<<<<

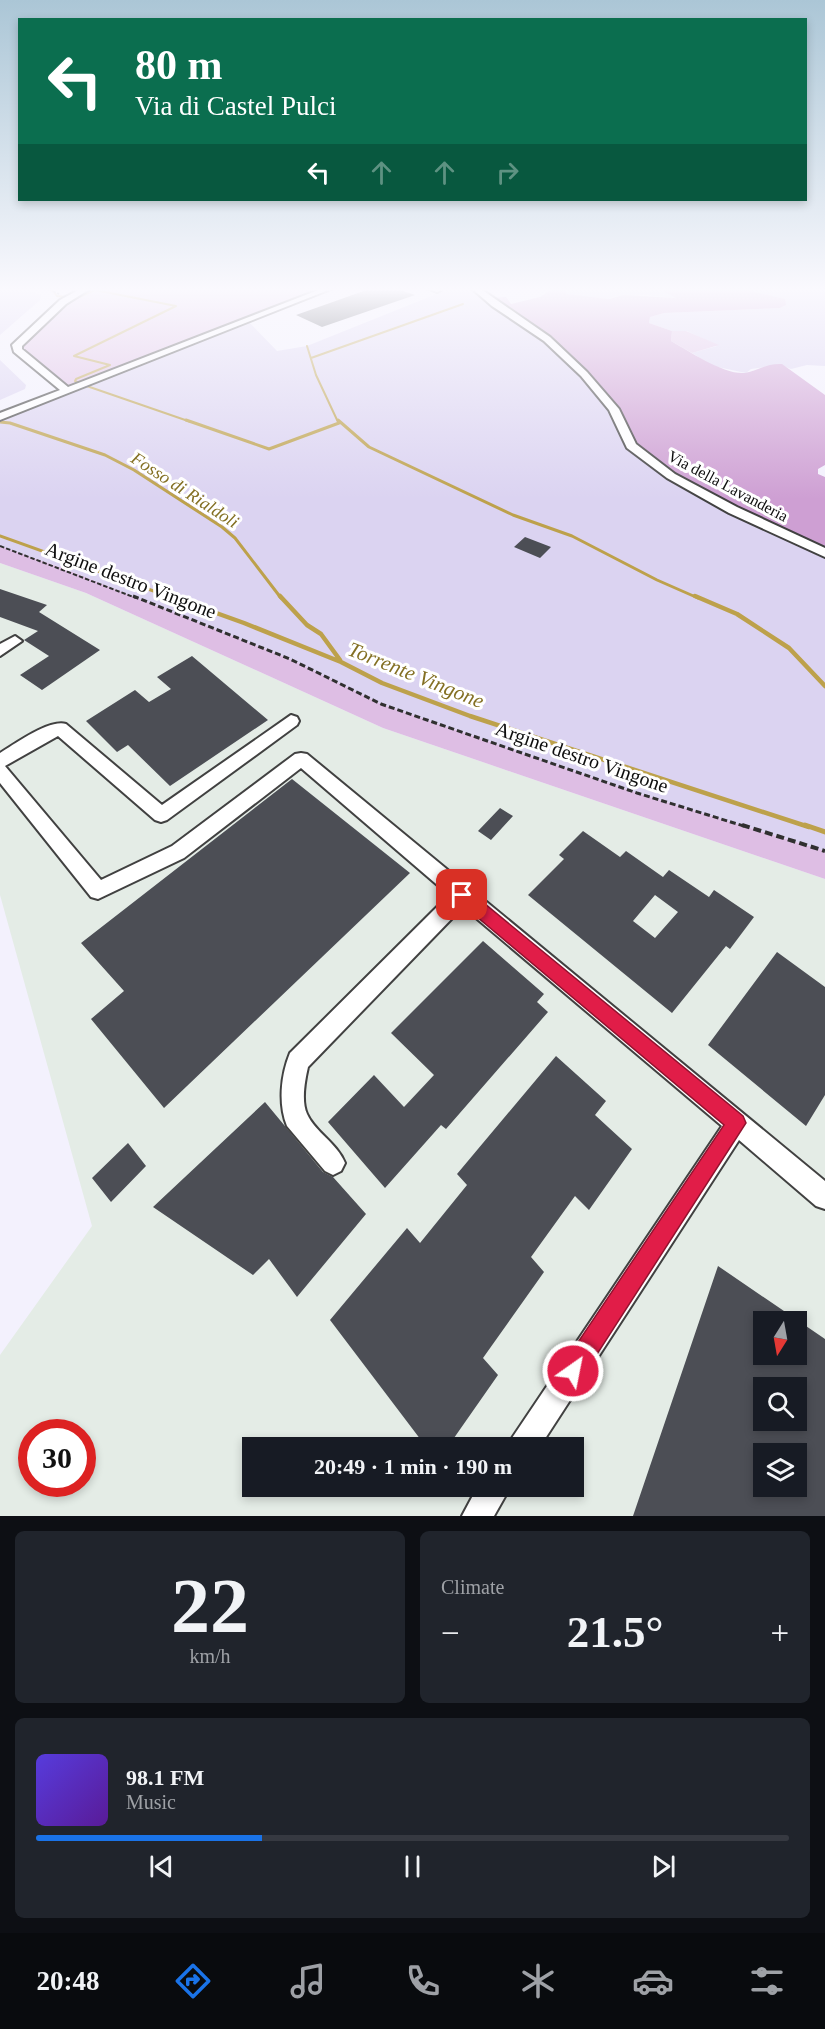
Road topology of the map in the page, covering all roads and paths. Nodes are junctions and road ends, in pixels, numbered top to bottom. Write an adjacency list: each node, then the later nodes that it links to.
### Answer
1 (26, 358): 4 (street)
2 (148, 358): 4 (street)
3 (567, 358): 7 (street, Via della Lavanderia)
4 (66, 390): 5 (street)
5 (0, 417)
6 (0, 546): 13 (path, Argine destro Vingone)
7 (825, 553)
8 (15, 641): 9 (street)
9 (0, 651)
10 (291, 721): 11 (street)
11 (0, 761)
12 (0, 771): 14 (street)
13 (825, 851)
14 (462, 895): 15 (street); 16 (street)
15 (737, 1123): 17 (street); 18 (street)
16 (333, 1163)
17 (825, 1197)
18 (529, 1437)
19 (489, 1497): 20 (street)
20 (477, 1516)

>>>>

Problem
Repeat all of the entries above word for word and omit the pictures.

Solution for this task
Road topology of the map in the page, covering all roads and paths. Nodes are junctions and road ends, in pixels, numbered top to bottom. Write an adjacency list: each node, then the later nodes that it links to.
### Answer
1 (26, 358): 4 (street)
2 (148, 358): 4 (street)
3 (567, 358): 7 (street, Via della Lavanderia)
4 (66, 390): 5 (street)
5 (0, 417)
6 (0, 546): 13 (path, Argine destro Vingone)
7 (825, 553)
8 (15, 641): 9 (street)
9 (0, 651)
10 (291, 721): 11 (street)
11 (0, 761)
12 (0, 771): 14 (street)
13 (825, 851)
14 (462, 895): 15 (street); 16 (street)
15 (737, 1123): 17 (street); 18 (street)
16 (333, 1163)
17 (825, 1197)
18 (529, 1437)
19 (489, 1497): 20 (street)
20 (477, 1516)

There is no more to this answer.